[Pixel coordinate listings]
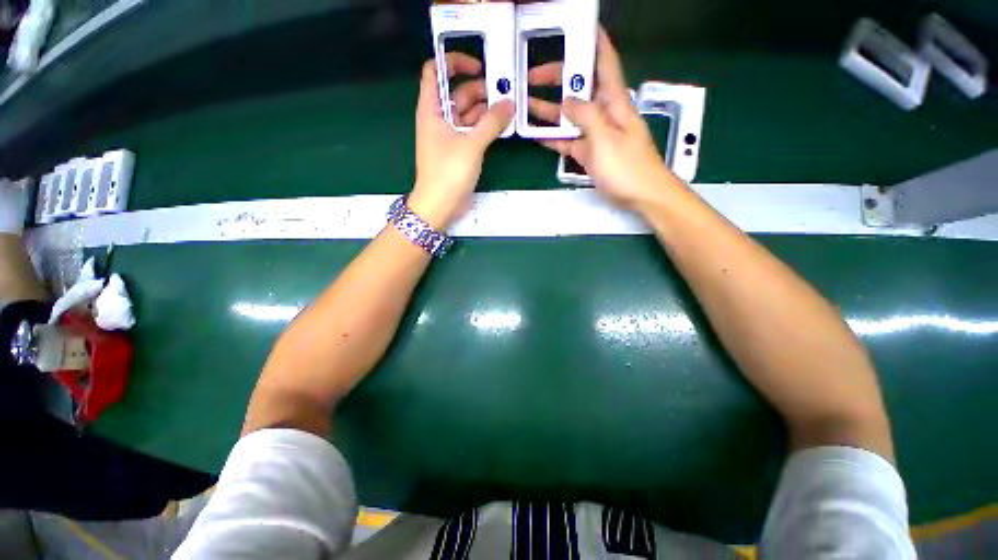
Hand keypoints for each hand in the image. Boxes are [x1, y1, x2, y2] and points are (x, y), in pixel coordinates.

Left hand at [409, 55, 514, 229]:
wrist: (439, 206)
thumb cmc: (448, 173)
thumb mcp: (471, 145)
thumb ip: (492, 123)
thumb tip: (509, 103)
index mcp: (432, 109)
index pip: (436, 71)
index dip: (454, 62)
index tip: (478, 65)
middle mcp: (439, 118)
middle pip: (458, 93)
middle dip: (480, 90)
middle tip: (505, 93)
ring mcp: (449, 136)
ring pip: (467, 114)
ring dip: (485, 111)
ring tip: (507, 110)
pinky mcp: (458, 151)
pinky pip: (472, 131)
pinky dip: (484, 128)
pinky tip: (500, 128)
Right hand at [529, 29, 684, 209]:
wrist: (641, 196)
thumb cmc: (628, 166)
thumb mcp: (605, 138)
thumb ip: (586, 116)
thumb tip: (567, 101)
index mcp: (614, 101)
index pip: (605, 62)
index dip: (593, 42)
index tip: (577, 28)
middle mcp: (604, 113)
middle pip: (580, 89)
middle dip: (559, 77)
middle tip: (533, 75)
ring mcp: (595, 135)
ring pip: (570, 116)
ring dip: (550, 109)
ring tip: (526, 102)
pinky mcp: (589, 154)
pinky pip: (568, 140)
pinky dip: (553, 137)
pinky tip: (537, 134)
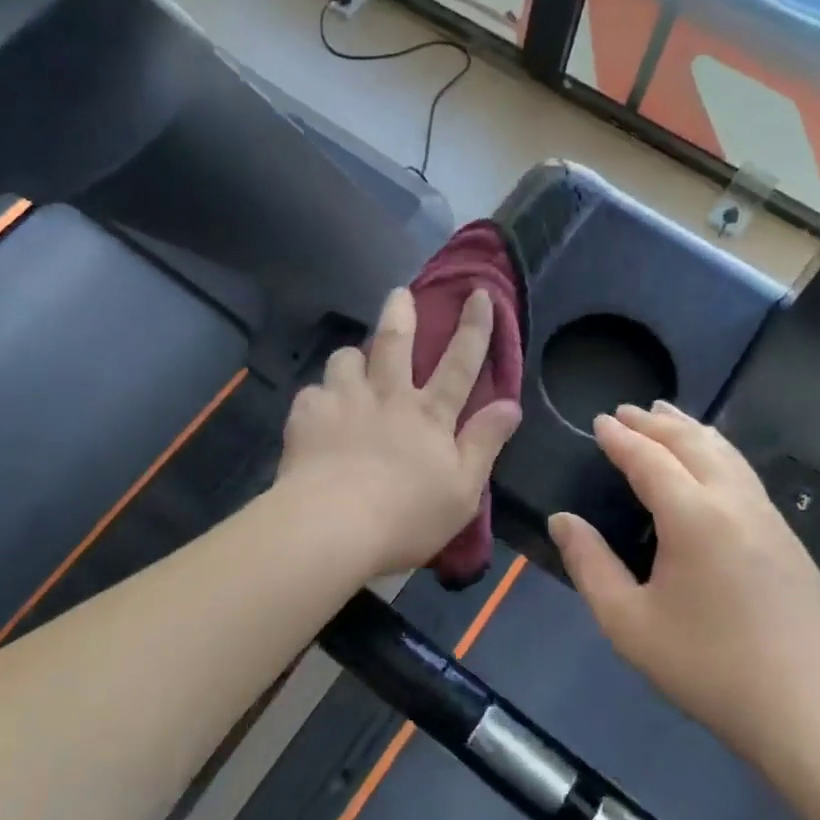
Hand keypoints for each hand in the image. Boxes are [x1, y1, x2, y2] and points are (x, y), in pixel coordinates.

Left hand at [275, 286, 520, 577]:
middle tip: (399, 294)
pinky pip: (313, 391)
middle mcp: (387, 395)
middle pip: (395, 342)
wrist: (331, 525)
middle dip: (401, 313)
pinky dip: (320, 398)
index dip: (474, 328)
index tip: (480, 294)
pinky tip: (318, 413)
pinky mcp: (307, 413)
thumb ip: (484, 443)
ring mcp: (344, 400)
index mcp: (429, 414)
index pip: (460, 363)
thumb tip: (511, 404)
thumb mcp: (462, 490)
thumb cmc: (406, 516)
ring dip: (353, 356)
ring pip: (347, 358)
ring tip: (352, 364)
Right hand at [547, 403, 819, 781]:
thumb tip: (562, 520)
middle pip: (692, 443)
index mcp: (693, 516)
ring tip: (668, 415)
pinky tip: (712, 463)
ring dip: (691, 429)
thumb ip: (590, 565)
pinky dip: (718, 451)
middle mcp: (734, 502)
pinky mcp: (788, 538)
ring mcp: (768, 517)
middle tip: (626, 411)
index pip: (649, 458)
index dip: (621, 437)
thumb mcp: (628, 623)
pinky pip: (744, 473)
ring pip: (726, 453)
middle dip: (656, 422)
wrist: (810, 711)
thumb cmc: (708, 667)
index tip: (599, 420)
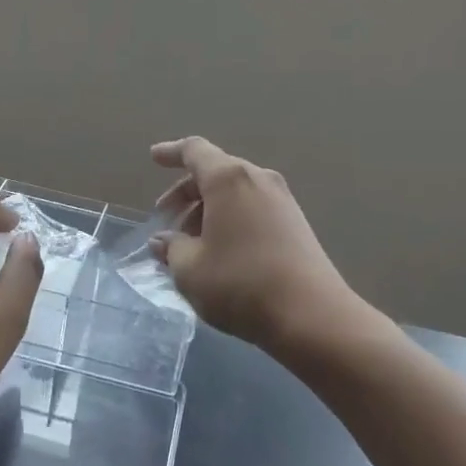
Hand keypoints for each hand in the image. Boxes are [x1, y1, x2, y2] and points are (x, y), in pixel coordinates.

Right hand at [150, 137, 357, 352]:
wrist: (311, 315)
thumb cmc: (240, 283)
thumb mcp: (190, 270)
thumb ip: (171, 248)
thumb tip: (163, 240)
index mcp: (228, 178)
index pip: (194, 150)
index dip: (171, 152)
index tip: (154, 157)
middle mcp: (257, 178)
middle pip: (215, 171)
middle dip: (186, 192)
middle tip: (167, 220)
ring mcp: (282, 199)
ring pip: (235, 192)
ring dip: (208, 209)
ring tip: (191, 243)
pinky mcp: (296, 222)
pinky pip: (253, 207)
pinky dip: (231, 219)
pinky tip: (221, 251)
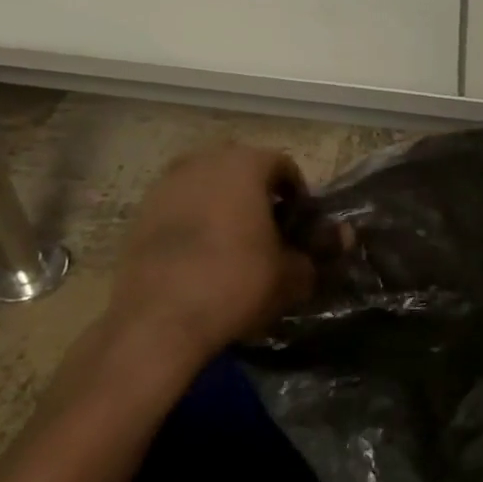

WHAT IS BEING ASKED =>
Omitting the images, transcribe every record exactly.

TASK RESPONSE =>
Hand keypoints for each hand in the image. Boxes are [x1, y1, x2, y2] and points are (x, y), in pixel coordinates.

Left hand at [409, 55, 514, 229]:
wrist: (439, 206)
thumb cmc: (448, 173)
thumb mcp: (471, 145)
thumb ip: (492, 123)
thumb tip: (509, 103)
index mcp: (432, 109)
index pip: (436, 71)
index dip: (454, 62)
index tip: (478, 65)
middle mcp: (439, 118)
middle pip: (458, 93)
middle dip: (480, 90)
middle tip: (505, 93)
ring mcp: (449, 136)
ring pip: (467, 114)
ring dip: (485, 111)
ring tip: (507, 110)
pinky mcp: (458, 151)
pinky pip: (472, 131)
pinky dip: (484, 128)
pinky tip: (500, 128)
Right hand at [529, 29, 684, 209]:
wrist: (641, 196)
thumb cmc: (628, 166)
thumb mcp: (605, 138)
thumb ip: (586, 116)
thumb tip: (567, 101)
index mcp: (614, 101)
index pip: (605, 62)
index dip: (593, 42)
index tip: (577, 28)
middle mcp: (604, 113)
middle pip: (580, 89)
middle dip: (559, 77)
middle tip: (533, 75)
ring mcp: (595, 135)
ring pip: (570, 116)
ring dip: (550, 109)
ring tip: (526, 102)
pinky mcp: (589, 154)
pinky pip: (568, 140)
pinky dip: (553, 137)
pinky tip: (537, 134)
Hand keypoints for each hand in the image. Boxes are [x1, y1, x2, y2] and points are (x, y), in pixel coordinates.

Left hand at [275, 286, 520, 577]:
middle tip: (399, 294)
pinky pip: (313, 391)
middle mcp: (387, 395)
middle pip: (395, 342)
wrist: (331, 525)
middle dip: (401, 313)
pinky dip: (320, 398)
index dip: (474, 328)
index tip: (480, 294)
pinky tip: (318, 413)
pinky mcp: (307, 413)
thumb ip: (484, 443)
ring mcp: (344, 400)
index mcp: (429, 414)
index pip: (460, 363)
thumb tip: (511, 404)
thumb mcp: (462, 490)
thumb cmc: (406, 516)
ring dip: (353, 356)
ring pip: (347, 358)
ring tip: (352, 364)
Right hand at [547, 403, 819, 781]:
thumb tip: (562, 520)
middle pip: (692, 443)
index mcp: (693, 516)
ring tip: (668, 415)
pinky tip: (712, 463)
ring dip: (691, 429)
thumb ip: (590, 565)
pinky dip: (718, 451)
middle mcp: (734, 502)
pinky mcp: (788, 538)
ring mcp: (768, 517)
middle tip: (626, 411)
index pip: (649, 458)
index dip: (621, 437)
thumb mcp: (628, 623)
pinky pip: (744, 473)
ring pip: (726, 453)
middle dip: (656, 422)
wrist: (810, 711)
thumb cmc: (708, 667)
index tip: (599, 420)
Hand keypoints for each hand in the image. Boxes are [x1, y1, x2, y2] and points are (x, y), in pixel coordinates.

Right hand at [150, 137, 357, 352]:
wrist: (311, 315)
thumb cmc: (240, 283)
thumb mcp: (190, 270)
thumb ip: (171, 248)
thumb tip: (163, 240)
index mcp: (228, 178)
index pip: (194, 150)
index dip: (171, 152)
index tip: (154, 157)
middle mcp: (257, 178)
middle pip: (215, 171)
middle dip: (186, 192)
middle tip: (167, 220)
ring mcp: (282, 199)
ring pip: (235, 192)
ring dip: (208, 209)
ring tip: (191, 243)
pinky mcp: (296, 222)
pinky pip: (253, 207)
pinky dip: (231, 219)
pinky tip: (221, 251)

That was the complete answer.